**DIRECTIONS:** Wherever a line of the data contains "points", copy that line.

Records from a data collection
****************************************

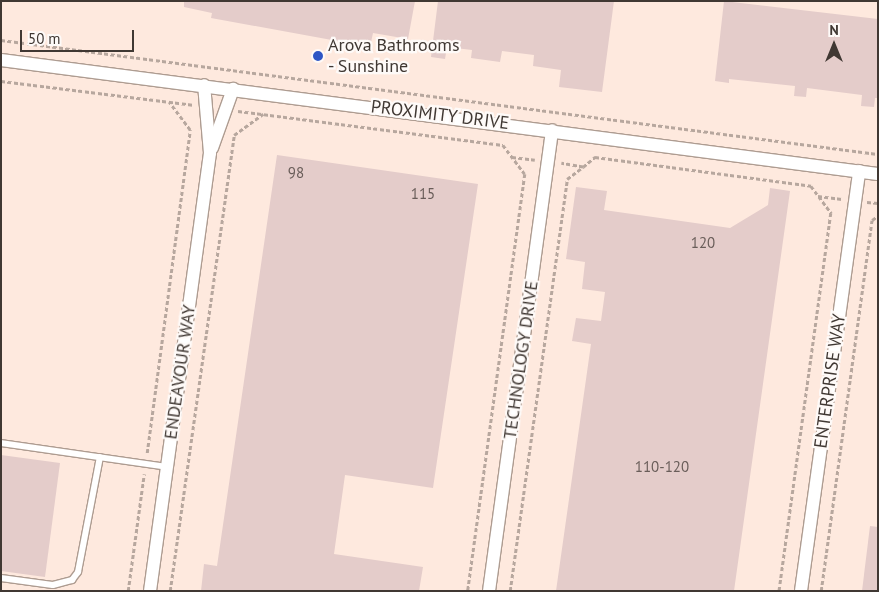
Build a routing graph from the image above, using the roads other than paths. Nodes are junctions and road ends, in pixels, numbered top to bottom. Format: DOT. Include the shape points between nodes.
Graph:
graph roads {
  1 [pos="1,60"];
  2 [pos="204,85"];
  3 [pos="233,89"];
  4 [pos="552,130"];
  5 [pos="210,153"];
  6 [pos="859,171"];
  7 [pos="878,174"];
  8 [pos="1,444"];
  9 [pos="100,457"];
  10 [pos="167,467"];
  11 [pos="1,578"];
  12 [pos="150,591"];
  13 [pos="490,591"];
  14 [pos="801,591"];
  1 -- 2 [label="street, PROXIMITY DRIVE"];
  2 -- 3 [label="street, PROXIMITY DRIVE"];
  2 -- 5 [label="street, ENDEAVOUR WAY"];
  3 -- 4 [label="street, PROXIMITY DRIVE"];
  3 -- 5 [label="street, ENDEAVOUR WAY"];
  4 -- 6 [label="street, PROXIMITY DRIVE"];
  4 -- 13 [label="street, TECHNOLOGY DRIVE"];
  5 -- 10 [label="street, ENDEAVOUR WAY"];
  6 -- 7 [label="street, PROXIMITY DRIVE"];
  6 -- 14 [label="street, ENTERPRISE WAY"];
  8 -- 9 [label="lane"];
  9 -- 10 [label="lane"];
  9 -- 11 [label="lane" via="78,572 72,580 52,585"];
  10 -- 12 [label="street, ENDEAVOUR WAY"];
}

****************************************

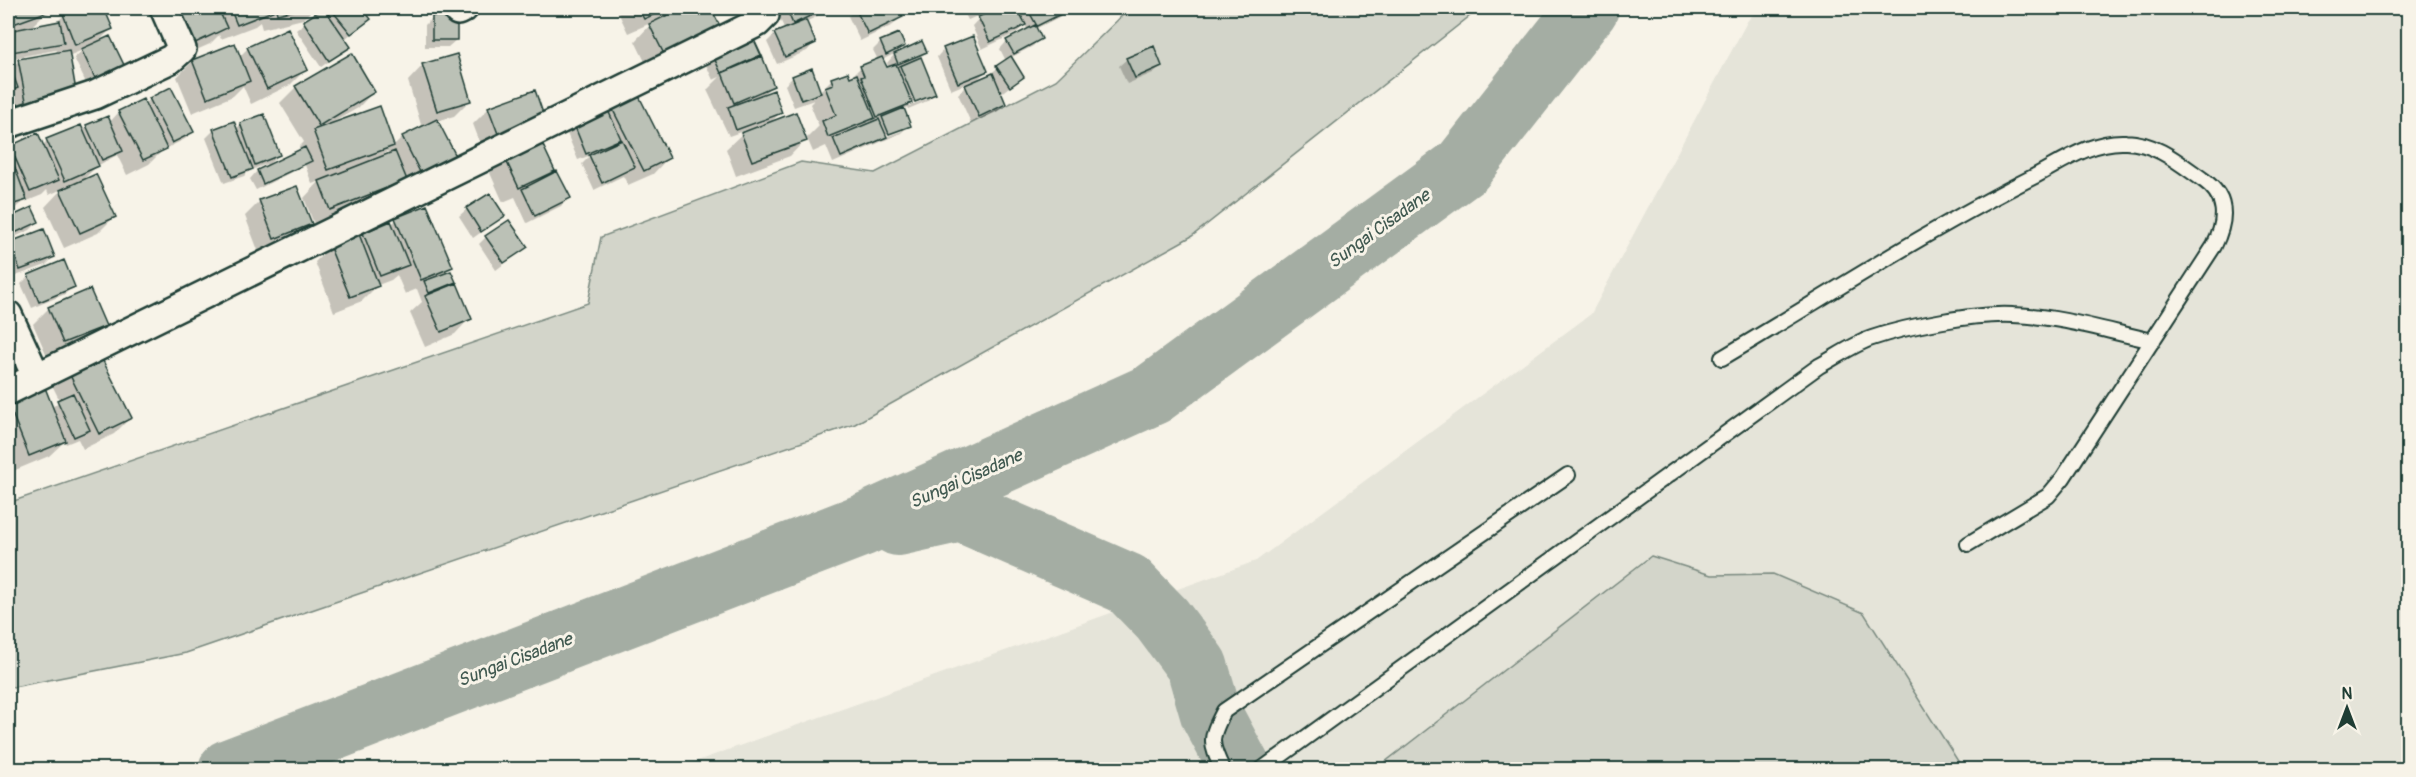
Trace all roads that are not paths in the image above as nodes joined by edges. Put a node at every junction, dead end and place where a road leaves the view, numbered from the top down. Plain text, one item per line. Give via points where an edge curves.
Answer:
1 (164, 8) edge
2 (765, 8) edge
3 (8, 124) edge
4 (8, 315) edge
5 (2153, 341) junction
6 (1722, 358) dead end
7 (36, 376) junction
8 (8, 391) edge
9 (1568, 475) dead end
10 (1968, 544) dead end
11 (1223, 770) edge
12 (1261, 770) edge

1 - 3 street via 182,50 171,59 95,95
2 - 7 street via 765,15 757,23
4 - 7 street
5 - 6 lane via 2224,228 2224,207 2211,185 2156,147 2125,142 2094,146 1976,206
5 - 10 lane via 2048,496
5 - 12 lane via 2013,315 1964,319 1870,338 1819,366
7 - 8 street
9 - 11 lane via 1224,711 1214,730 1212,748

****************************************

**SOLUTION FOR THIS EXERCISE:**
Build a routing graph from the image above, using the roads other than paths. Nodes are junctions and road ends, in pixels, numbered top to bottom. Format: DOT. Include the shape points between nodes.
Trace all roads that are not paths in the image above as nodes joined by edges. Put a node at every junction, dead end and place where a road leaves the view, numbered from the top down. Plain text, one item per line. Give via points where an edge curves.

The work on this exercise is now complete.